While Cunningham’s “What is not” is not identical to Thomas’ “great absence,” both remind us of the sway exerted on our lives and thoughts by the absent, hidden, disguised, delusional, hallucinatory, imaginary, wish-fulfilling, fictional, misplaced, evaporated, quiescent, moribund and dead. No one, not even Richard Dawkins, is immune. The mind is amenable to many ambiguous and contradictory species of “reality” (which Nabokov said should always be accompanied by quotation marks).
These thoughts were stimulated by an amusing incident in The Journal of a Tour to the Hebrides. Everyman’s Library has published in a single volume Boswell’s travel book and Johnson’s A Journey to the Western Islands of Scotland. The passage in question occurs on Aug. 16, 1773, just two days into their journey. Boswell and Johnson are touring the former’s native city, Edinburgh, and dine with some of its eminent citizens. Dinner conversation includes this exchange:
“We talked of the Ouran-Outang, and of Lord Monboddo’s thinking that he might be taught to speak. Dr. Johnson treated this with ridicule. Mr. Crosbie said, that Lord Monboddo believed the existence of every thing possible; in short, that all which is in posse might be found in esse. Johnson: "But, Sir, it is as possible that the Ouran-Outang does not speak, as that he speaks. However, I shall not contest the point. I should have thought it not possible to find a Monboddo; yet he exists.”

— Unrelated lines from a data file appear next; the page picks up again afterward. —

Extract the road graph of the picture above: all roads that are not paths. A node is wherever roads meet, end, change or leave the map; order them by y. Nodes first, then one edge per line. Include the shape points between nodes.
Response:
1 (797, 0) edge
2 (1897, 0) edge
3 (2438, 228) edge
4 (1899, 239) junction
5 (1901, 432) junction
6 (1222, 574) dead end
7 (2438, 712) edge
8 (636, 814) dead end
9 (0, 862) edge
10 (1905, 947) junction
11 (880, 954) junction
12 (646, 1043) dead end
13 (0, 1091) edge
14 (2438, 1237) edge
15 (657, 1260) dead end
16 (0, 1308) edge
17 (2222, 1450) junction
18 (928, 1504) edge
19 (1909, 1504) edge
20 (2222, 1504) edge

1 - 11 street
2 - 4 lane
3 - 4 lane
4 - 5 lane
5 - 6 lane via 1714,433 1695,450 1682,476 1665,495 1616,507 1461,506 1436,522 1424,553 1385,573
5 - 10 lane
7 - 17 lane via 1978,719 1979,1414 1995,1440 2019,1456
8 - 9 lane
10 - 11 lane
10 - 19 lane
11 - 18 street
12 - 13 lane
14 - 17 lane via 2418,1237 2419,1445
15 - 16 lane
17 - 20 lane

This is typical Johnson, witty, dismissive of cant and other foolishness, and reminiscent of his refutation of Bishop Berkeley. The same day’s entry in Boswell’s book, by the way, includes the Johnson observation that contributed to the naming of Anecdotal Evidence:
“I love anecdotes. I fancy mankind may come, in time, to write all aphoristically, except in narrative; grow weary of preparation, and connection, and illustration, and all those arts by which a big book is made. If a man is to wait till he weaves anecdotes into a system, we may be long in getting them, and get but a few, in comparison of what we might get.”